## Task description
Reproduce the entries beneath exactly, without their images.

Input data Start Marker

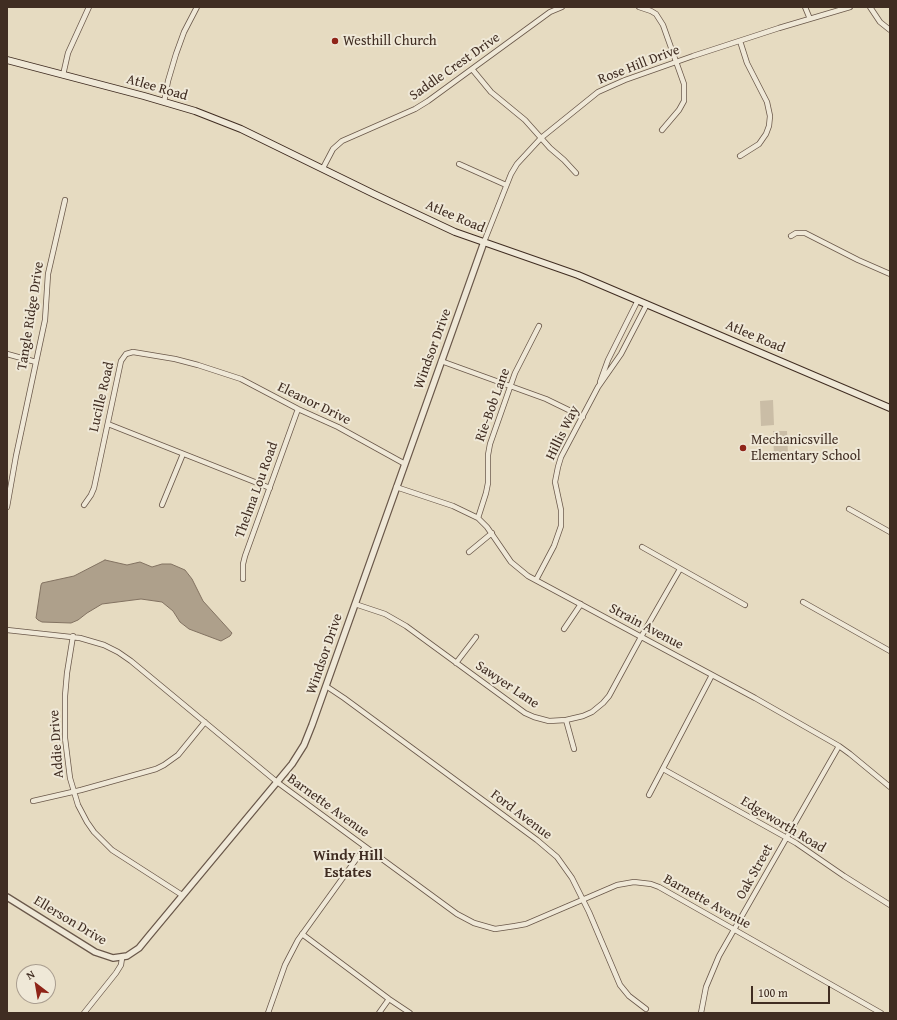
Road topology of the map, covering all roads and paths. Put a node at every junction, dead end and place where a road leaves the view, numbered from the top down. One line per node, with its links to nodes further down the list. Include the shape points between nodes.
1 (89, 7): 14 (street, via 68,53)
2 (197, 7): 15 (street, via 176,54)
3 (562, 7): 13 (street, Saddle Crest Drive, via 550,12)
4 (639, 7): 12 (street, via 656,14 664,24)
5 (804, 7): 8 (street)
6 (850, 7): 8 (street, Rose Hill Drive)
7 (870, 7): 9 (street, via 880,22)
8 (810, 19): 10 (street, Rose Hill Drive)
9 (890, 30)
10 (740, 41): 12 (street, Rose Hill Drive); 18 (street, via 747,63 767,102 770,116 768,130 759,144)
11 (7, 60): 14 (main road, Atlee Road)
12 (677, 62): 16 (street, via 684,84 684,101); 17 (street, Rose Hill Drive, via 598,92)
13 (472, 69): 17 (street, via 490,92 525,120); 20 (street, Saddle Crest Drive, via 415,109 342,141 333,149)
14 (63, 74): 15 (main road, Atlee Road)
15 (164, 102): 20 (main road, Atlee Road, via 241,129)
16 (662, 130)
17 (541, 138): 21 (street); 22 (street, Rose Hill Drive, via 517,164)
18 (740, 156)
19 (459, 164): 22 (street)
20 (323, 168): 25 (main road, Atlee Road, via 455,232)
21 (576, 173)
22 (506, 185): 25 (street, Rose Hill Drive)
23 (65, 200): 32 (street, Tangle Ridge Drive, via 48,274 45,320)
24 (791, 236): 26 (street, via 805,233)
25 (484, 242): 27 (main road, Atlee Road, via 578,274); 31 (street, Windsor Drive)
26 (890, 274)
27 (638, 300): 28 (main road, Atlee Road); 35 (street, Hillis Way, via 608,360)
28 (647, 304): 35 (street, Hillis Way, via 621,354); 36 (main road, Atlee Road)
29 (539, 326): 34 (street, Rie-Bob Lane)
30 (7, 354): 32 (street)
31 (441, 361): 34 (street); 41 (street, Windsor Drive)
32 (36, 362): 46 (street, Tangle Ridge Drive)
33 (211, 369): 37 (street, Eleanor Drive, via 241,379); 39 (street, Lucille Road, via 175,359 129,352 121,361)
34 (510, 386): 38 (street, via 546,399); 48 (street, Rie-Bob Lane, via 488,448 488,483)
35 (598, 387): 38 (street, Hillis Way)
36 (890, 408)
37 (298, 409): 41 (street, Eleanor Drive, via 338,427); 43 (street, Thelma Lou Road)
38 (583, 417): 55 (street, Hillis Way, via 558,467 555,482 562,510 561,526 554,546)
39 (108, 424): 40 (street); 44 (street, Lucille Road, via 94,488)
40 (183, 454): 43 (street); 45 (street)
41 (405, 464): 42 (street, Windsor Drive)
42 (396, 487): 48 (street, Strain Avenue, via 448,504); 57 (street, Windsor Drive)
43 (270, 488): 54 (street, Thelma Lou Road, via 245,556)
44 (84, 505)
45 (162, 505)
46 (7, 507)
47 (849, 509): 49 (street)
48 (478, 518): 50 (street, Strain Avenue)
49 (890, 532)
50 (492, 533): 52 (street); 55 (street, Strain Avenue, via 512,562)
51 (642, 547): 53 (street)
52 (469, 552)
53 (680, 569): 59 (street); 64 (street, Sawyer Lane)
54 (243, 579)
55 (536, 580): 58 (street, Strain Avenue)
56 (803, 602): 65 (street)
57 (355, 604): 66 (street, Sawyer Lane, via 394,619); 68 (street, Windsor Drive)
58 (580, 604): 60 (street); 64 (street, Strain Avenue)
59 (745, 605)
60 (564, 629)
61 (7, 630): 62 (street, Barnette Avenue)
62 (73, 636): 70 (street, Barnette Avenue, via 118,652); 76 (street, Addie Drive, via 64,718)
63 (476, 637): 66 (street)
64 (641, 637): 67 (street, Strain Avenue); 69 (street, Sawyer Lane, via 615,688 606,700 592,712)
65 (890, 651)
66 (456, 663): 69 (street, Sawyer Lane, via 525,713 549,721)
67 (712, 675): 71 (street, Strain Avenue); 73 (street)
68 (326, 686): 74 (street, Windsor Drive, via 304,745); 83 (street, Ford Avenue, via 548,848 565,867)
69 (566, 720): 72 (street)
70 (205, 722): 74 (street, Barnette Avenue); 76 (street, via 178,755 164,765)
71 (839, 746): 75 (street, Strain Avenue); 79 (street, Oak Street)
72 (574, 750)
73 (662, 769): 77 (street); 79 (street, Edgeworth Road)
74 (277, 782): 80 (street, Barnette Avenue); 81 (street, Windsor Drive)
75 (890, 787)
76 (73, 792): 78 (street); 81 (street, Addie Drive, via 87,822 102,840 123,858)
77 (649, 795)
78 (33, 801)
79 (787, 838): 84 (street, Edgeworth Road); 85 (street, Oak Street)
80 (365, 847): 83 (street, Barnette Avenue, via 457,914 474,923 495,929 520,925); 86 (street)
81 (182, 895): 87 (street, Windsor Drive, via 139,948)
82 (7, 897): 87 (street, Ellerson Drive, via 95,952)
83 (582, 899): 85 (street, Barnette Avenue, via 617,885 647,883 659,887); 89 (street, Ford Avenue, via 620,985)
84 (890, 905)
85 (735, 930): 94 (street, Oak Street, via 710,976); 95 (street, Barnette Avenue)
86 (302, 934): 88 (street); 91 (street, via 285,965)
87 (122, 958): 90 (street, via 116,973)
88 (390, 999): 92 (street); 93 (street)
89 (646, 1009)
90 (84, 1013)
91 (268, 1013)
92 (379, 1013)
93 (410, 1013)
94 (701, 1013)
95 (881, 1013)

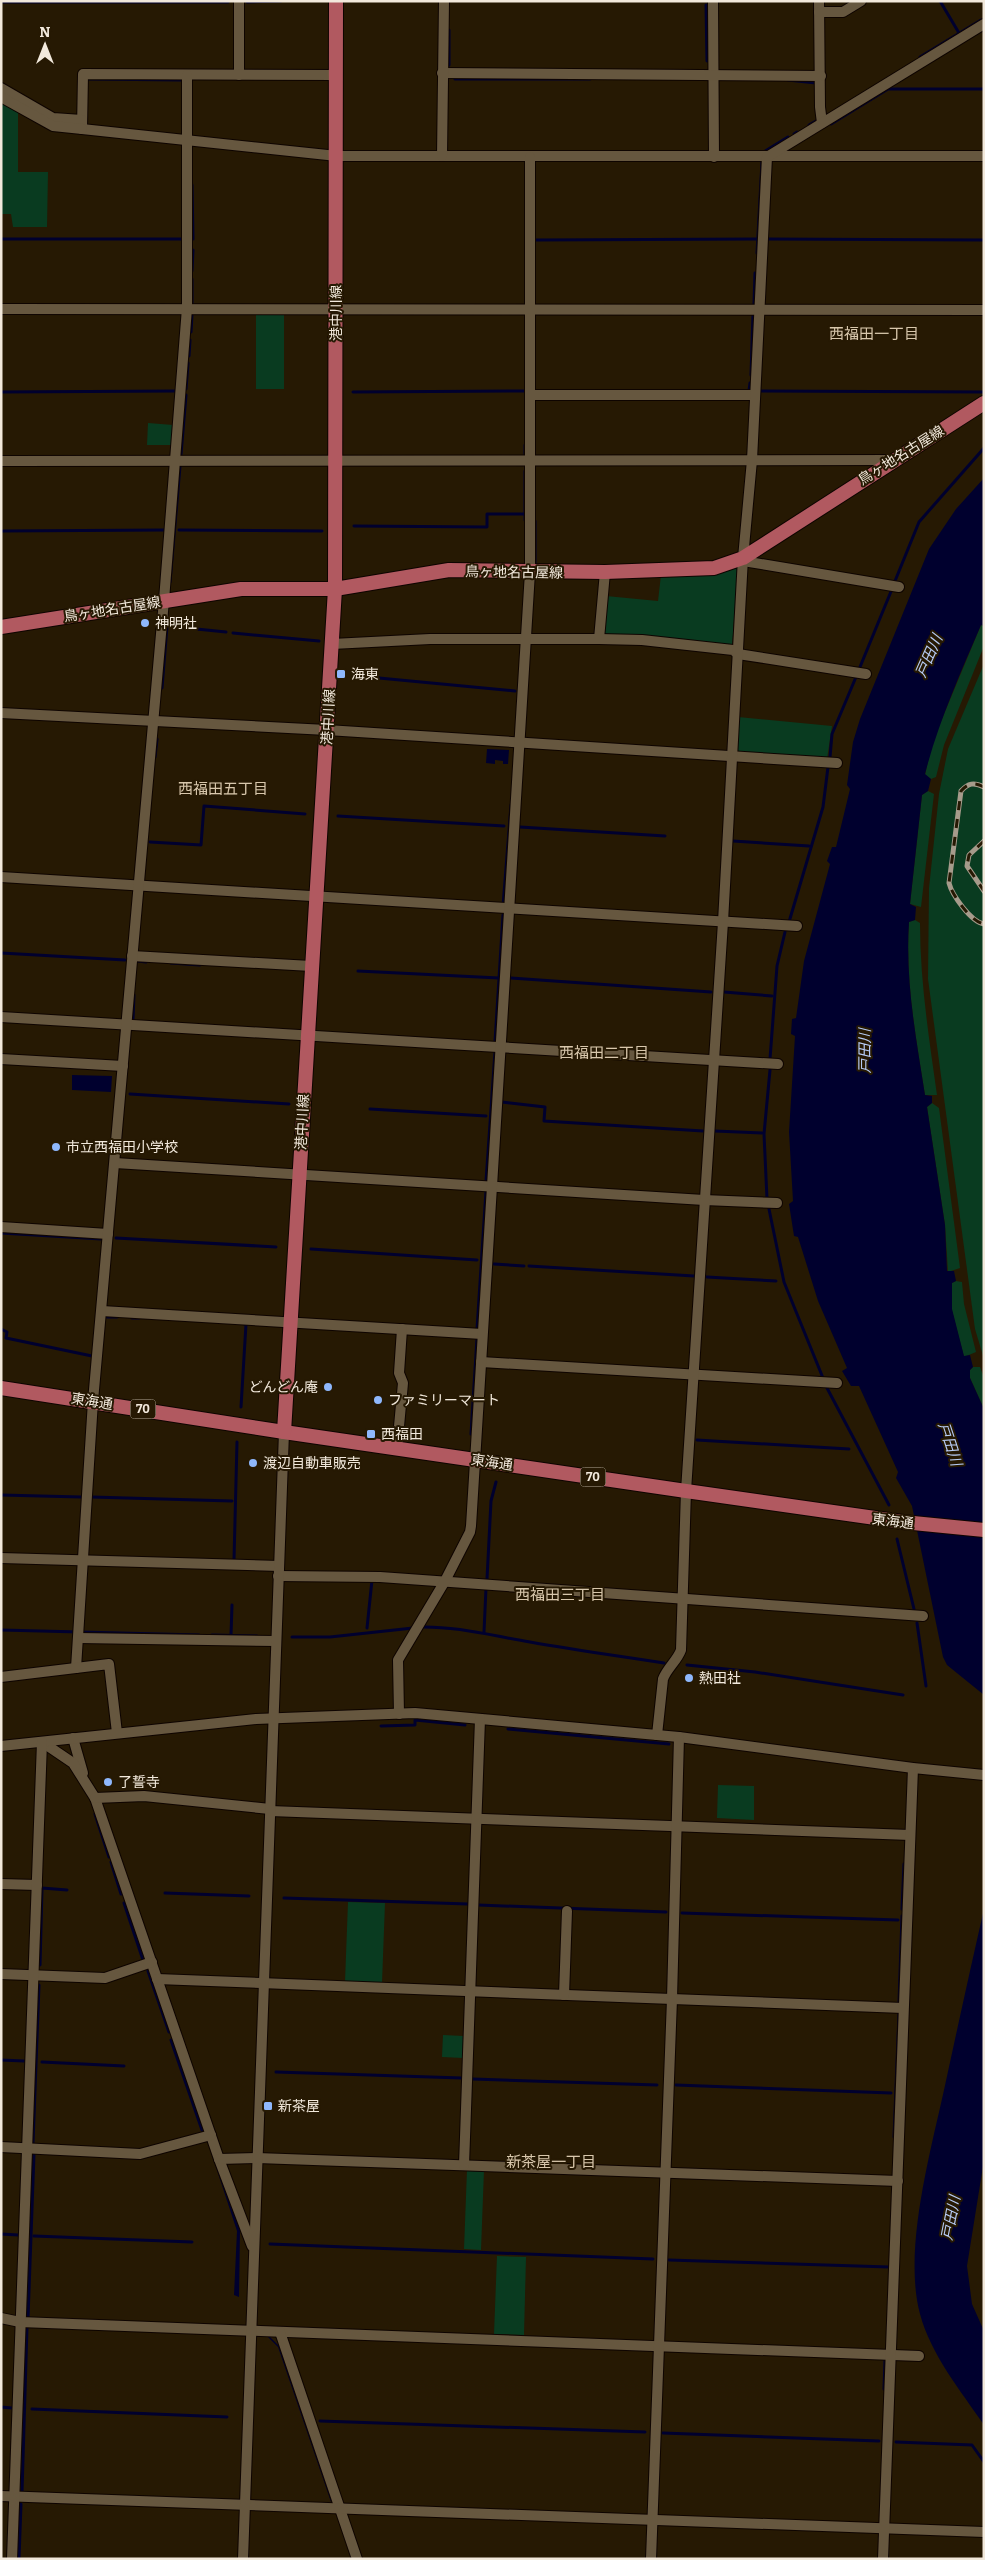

Input data End Marker

## Answer to the exercise
Road topology of the map, covering all roads and paths. Put a node at every junction, dead end and place where a road leaves the view, numbered from the top down. One line per node, with its links to nodes further down the list. Include the shape points between nodes.
1 (89, 7): 14 (street, via 68,53)
2 (197, 7): 15 (street, via 176,54)
3 (562, 7): 13 (street, Saddle Crest Drive, via 550,12)
4 (639, 7): 12 (street, via 656,14 664,24)
5 (804, 7): 8 (street)
6 (850, 7): 8 (street, Rose Hill Drive)
7 (870, 7): 9 (street, via 880,22)
8 (810, 19): 10 (street, Rose Hill Drive)
9 (890, 30)
10 (740, 41): 12 (street, Rose Hill Drive); 18 (street, via 747,63 767,102 770,116 768,130 759,144)
11 (7, 60): 14 (main road, Atlee Road)
12 (677, 62): 16 (street, via 684,84 684,101); 17 (street, Rose Hill Drive, via 598,92)
13 (472, 69): 17 (street, via 490,92 525,120); 20 (street, Saddle Crest Drive, via 415,109 342,141 333,149)
14 (63, 74): 15 (main road, Atlee Road)
15 (164, 102): 20 (main road, Atlee Road, via 241,129)
16 (662, 130)
17 (541, 138): 21 (street); 22 (street, Rose Hill Drive, via 517,164)
18 (740, 156)
19 (459, 164): 22 (street)
20 (323, 168): 25 (main road, Atlee Road, via 455,232)
21 (576, 173)
22 (506, 185): 25 (street, Rose Hill Drive)
23 (65, 200): 32 (street, Tangle Ridge Drive, via 48,274 45,320)
24 (791, 236): 26 (street, via 805,233)
25 (484, 242): 27 (main road, Atlee Road, via 578,274); 31 (street, Windsor Drive)
26 (890, 274)
27 (638, 300): 28 (main road, Atlee Road); 35 (street, Hillis Way, via 608,360)
28 (647, 304): 35 (street, Hillis Way, via 621,354); 36 (main road, Atlee Road)
29 (539, 326): 34 (street, Rie-Bob Lane)
30 (7, 354): 32 (street)
31 (441, 361): 34 (street); 41 (street, Windsor Drive)
32 (36, 362): 46 (street, Tangle Ridge Drive)
33 (211, 369): 37 (street, Eleanor Drive, via 241,379); 39 (street, Lucille Road, via 175,359 129,352 121,361)
34 (510, 386): 38 (street, via 546,399); 48 (street, Rie-Bob Lane, via 488,448 488,483)
35 (598, 387): 38 (street, Hillis Way)
36 (890, 408)
37 (298, 409): 41 (street, Eleanor Drive, via 338,427); 43 (street, Thelma Lou Road)
38 (583, 417): 55 (street, Hillis Way, via 558,467 555,482 562,510 561,526 554,546)
39 (108, 424): 40 (street); 44 (street, Lucille Road, via 94,488)
40 (183, 454): 43 (street); 45 (street)
41 (405, 464): 42 (street, Windsor Drive)
42 (396, 487): 48 (street, Strain Avenue, via 448,504); 57 (street, Windsor Drive)
43 (270, 488): 54 (street, Thelma Lou Road, via 245,556)
44 (84, 505)
45 (162, 505)
46 (7, 507)
47 (849, 509): 49 (street)
48 (478, 518): 50 (street, Strain Avenue)
49 (890, 532)
50 (492, 533): 52 (street); 55 (street, Strain Avenue, via 512,562)
51 (642, 547): 53 (street)
52 (469, 552)
53 (680, 569): 59 (street); 64 (street, Sawyer Lane)
54 (243, 579)
55 (536, 580): 58 (street, Strain Avenue)
56 (803, 602): 65 (street)
57 (355, 604): 66 (street, Sawyer Lane, via 394,619); 68 (street, Windsor Drive)
58 (580, 604): 60 (street); 64 (street, Strain Avenue)
59 (745, 605)
60 (564, 629)
61 (7, 630): 62 (street, Barnette Avenue)
62 (73, 636): 70 (street, Barnette Avenue, via 118,652); 76 (street, Addie Drive, via 64,718)
63 (476, 637): 66 (street)
64 (641, 637): 67 (street, Strain Avenue); 69 (street, Sawyer Lane, via 615,688 606,700 592,712)
65 (890, 651)
66 (456, 663): 69 (street, Sawyer Lane, via 525,713 549,721)
67 (712, 675): 71 (street, Strain Avenue); 73 (street)
68 (326, 686): 74 (street, Windsor Drive, via 304,745); 83 (street, Ford Avenue, via 548,848 565,867)
69 (566, 720): 72 (street)
70 (205, 722): 74 (street, Barnette Avenue); 76 (street, via 178,755 164,765)
71 (839, 746): 75 (street, Strain Avenue); 79 (street, Oak Street)
72 (574, 750)
73 (662, 769): 77 (street); 79 (street, Edgeworth Road)
74 (277, 782): 80 (street, Barnette Avenue); 81 (street, Windsor Drive)
75 (890, 787)
76 (73, 792): 78 (street); 81 (street, Addie Drive, via 87,822 102,840 123,858)
77 (649, 795)
78 (33, 801)
79 (787, 838): 84 (street, Edgeworth Road); 85 (street, Oak Street)
80 (365, 847): 83 (street, Barnette Avenue, via 457,914 474,923 495,929 520,925); 86 (street)
81 (182, 895): 87 (street, Windsor Drive, via 139,948)
82 (7, 897): 87 (street, Ellerson Drive, via 95,952)
83 (582, 899): 85 (street, Barnette Avenue, via 617,885 647,883 659,887); 89 (street, Ford Avenue, via 620,985)
84 (890, 905)
85 (735, 930): 94 (street, Oak Street, via 710,976); 95 (street, Barnette Avenue)
86 (302, 934): 88 (street); 91 (street, via 285,965)
87 (122, 958): 90 (street, via 116,973)
88 (390, 999): 92 (street); 93 (street)
89 (646, 1009)
90 (84, 1013)
91 (268, 1013)
92 (379, 1013)
93 (410, 1013)
94 (701, 1013)
95 (881, 1013)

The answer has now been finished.